= Peephole optimization =

Compiler optimization technique

Peephole optimization is an optimization technique performed on a small set of compiler-generated instructions, known as a peephole or window, that involves replacing the instructions with a logically equivalent set that has better performance.

For example:
- Instead of pushing a register onto the stack and then immediately popping the value back into the register, remove both instructions.
- Instead of multiplying x by 2, do x << 1.
- Instead of multiplying a floating-point register by 8, add 3 to the floating-point register's exponent.

The term peephole optimization was introduced by William Marshall McKeeman in 1965.

==Replacements==
Peephole optimization replacements include but are not limited to:
- Null sequences – delete useless operations.
- Combine operations – replace several operations with one equivalent.
- Algebraic laws – use algebraic laws to simplify or reorder instructions.
- Special-case instructions – use instructions designed for special operand cases.
- Address-mode operations – use address modes to simplify code.

==Implementation==
Modern compilers often implement peephole optimizations with a pattern-matching algorithm.

==Examples==

===Replacing slow instructions with faster ones===
The following Java bytecode:

 aload 1
 aload 1
 mul

can be replaced with the following, which executes faster:

 aload 1
 dup
 mul

As for most peephole optimizations, this is based on the relative efficiency of different instructions. In this case, dup (which duplicates and pushes the top of the stack) is known/assumed to be more efficient than aload (which loads a local variable and pushes it onto the stack).

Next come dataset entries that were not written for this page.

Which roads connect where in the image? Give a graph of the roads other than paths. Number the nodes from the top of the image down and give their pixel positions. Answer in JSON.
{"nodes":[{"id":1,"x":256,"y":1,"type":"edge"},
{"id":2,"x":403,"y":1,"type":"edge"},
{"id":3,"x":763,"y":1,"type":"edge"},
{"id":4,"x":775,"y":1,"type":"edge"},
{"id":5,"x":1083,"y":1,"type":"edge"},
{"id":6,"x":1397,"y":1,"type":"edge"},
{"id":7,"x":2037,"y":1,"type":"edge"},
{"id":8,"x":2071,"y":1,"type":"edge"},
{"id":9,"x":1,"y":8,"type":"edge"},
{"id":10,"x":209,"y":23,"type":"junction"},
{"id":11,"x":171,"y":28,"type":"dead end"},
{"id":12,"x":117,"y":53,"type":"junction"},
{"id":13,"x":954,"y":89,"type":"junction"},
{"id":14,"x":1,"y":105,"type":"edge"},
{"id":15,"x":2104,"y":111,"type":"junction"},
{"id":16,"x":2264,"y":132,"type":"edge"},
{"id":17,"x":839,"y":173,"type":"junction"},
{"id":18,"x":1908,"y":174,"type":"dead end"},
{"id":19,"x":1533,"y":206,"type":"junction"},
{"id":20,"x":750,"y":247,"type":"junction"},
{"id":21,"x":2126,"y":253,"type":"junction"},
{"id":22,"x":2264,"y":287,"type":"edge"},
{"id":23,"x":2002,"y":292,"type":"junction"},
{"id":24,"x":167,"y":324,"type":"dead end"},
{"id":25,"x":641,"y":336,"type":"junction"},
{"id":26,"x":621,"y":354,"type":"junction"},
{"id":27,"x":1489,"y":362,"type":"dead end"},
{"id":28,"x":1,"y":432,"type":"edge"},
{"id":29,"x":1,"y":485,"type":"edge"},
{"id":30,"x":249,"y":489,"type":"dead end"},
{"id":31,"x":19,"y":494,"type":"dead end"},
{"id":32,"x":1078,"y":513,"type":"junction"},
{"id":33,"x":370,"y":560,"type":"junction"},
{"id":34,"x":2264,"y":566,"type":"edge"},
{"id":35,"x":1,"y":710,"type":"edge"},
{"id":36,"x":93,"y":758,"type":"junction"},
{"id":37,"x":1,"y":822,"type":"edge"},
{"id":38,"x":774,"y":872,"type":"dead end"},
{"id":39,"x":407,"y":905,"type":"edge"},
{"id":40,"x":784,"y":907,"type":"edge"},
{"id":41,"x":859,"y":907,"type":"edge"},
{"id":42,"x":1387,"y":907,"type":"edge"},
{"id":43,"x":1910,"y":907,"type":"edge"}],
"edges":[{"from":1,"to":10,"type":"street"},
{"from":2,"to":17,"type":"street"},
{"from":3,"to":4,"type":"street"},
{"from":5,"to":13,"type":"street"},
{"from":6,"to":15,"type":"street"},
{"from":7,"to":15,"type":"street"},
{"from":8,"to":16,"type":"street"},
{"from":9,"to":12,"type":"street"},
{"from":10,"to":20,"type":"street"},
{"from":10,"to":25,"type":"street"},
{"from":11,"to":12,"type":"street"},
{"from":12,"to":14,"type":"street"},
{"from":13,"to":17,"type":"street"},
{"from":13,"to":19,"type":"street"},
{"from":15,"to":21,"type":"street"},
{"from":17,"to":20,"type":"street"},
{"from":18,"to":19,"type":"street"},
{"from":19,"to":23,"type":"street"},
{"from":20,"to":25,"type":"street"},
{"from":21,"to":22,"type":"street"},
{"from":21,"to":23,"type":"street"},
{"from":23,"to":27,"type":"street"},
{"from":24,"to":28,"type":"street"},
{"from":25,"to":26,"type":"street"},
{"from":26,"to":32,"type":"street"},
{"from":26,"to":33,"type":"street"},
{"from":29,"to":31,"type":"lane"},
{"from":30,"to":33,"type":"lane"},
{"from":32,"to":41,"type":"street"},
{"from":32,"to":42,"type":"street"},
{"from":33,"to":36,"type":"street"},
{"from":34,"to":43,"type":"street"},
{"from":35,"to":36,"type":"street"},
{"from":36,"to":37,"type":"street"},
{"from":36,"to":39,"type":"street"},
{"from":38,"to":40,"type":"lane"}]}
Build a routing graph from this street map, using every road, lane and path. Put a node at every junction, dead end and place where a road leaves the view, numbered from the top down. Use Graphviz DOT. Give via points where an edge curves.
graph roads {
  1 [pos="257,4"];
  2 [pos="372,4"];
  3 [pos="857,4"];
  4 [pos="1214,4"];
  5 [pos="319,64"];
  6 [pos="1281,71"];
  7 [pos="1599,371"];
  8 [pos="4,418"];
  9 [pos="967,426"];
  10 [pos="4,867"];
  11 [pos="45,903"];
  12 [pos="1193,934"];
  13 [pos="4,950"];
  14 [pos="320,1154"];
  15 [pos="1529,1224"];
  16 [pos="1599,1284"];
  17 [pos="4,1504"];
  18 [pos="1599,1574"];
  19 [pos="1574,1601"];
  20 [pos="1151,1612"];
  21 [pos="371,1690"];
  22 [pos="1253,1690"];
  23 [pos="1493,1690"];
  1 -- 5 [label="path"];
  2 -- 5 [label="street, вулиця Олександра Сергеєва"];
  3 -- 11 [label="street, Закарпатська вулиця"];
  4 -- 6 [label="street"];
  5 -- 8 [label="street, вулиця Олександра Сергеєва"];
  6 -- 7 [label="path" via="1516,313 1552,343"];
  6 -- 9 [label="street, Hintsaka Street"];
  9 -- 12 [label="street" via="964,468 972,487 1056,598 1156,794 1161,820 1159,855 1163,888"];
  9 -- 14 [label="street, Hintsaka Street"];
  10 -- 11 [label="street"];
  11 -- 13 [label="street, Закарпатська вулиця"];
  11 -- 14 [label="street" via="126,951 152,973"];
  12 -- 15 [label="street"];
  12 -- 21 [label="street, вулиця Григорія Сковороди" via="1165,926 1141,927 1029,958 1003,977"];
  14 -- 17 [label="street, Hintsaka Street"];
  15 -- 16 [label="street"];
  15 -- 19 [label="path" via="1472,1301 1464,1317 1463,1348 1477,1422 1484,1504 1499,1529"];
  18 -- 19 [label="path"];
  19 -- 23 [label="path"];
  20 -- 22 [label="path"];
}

===Removing redundant code===
The following source code:

 a = b + c;
 d = a + e;

is straightforwardly compiled to

MOV b, R0 ; Copy b to the register
ADD c, R0 ; Add c to the register, the register is now b+c
MOV R0, a ; Copy the register to a
MOV a, R0 ; Copy a to the register
ADD e, R0 ; Add e to the register, the register is now a+e [(b+c)+e]
MOV R0, d ; Copy the register to d

but can be optimized to

MOV b, R0 ; Copy b to the register
ADD c, R0 ; Add c to the register, which is now b+c (a)
MOV R0, a ; Copy the register to a
ADD e, R0 ; Add e to the register, which is now b+c+e [(a)+e]
MOV R0, d ; Copy the register to d

===Removing redundant stack instructions===
If the compiler saves registers on the stack before calling a subroutine and restores them when returning, consecutive calls to subroutines may have redundant stack instructions.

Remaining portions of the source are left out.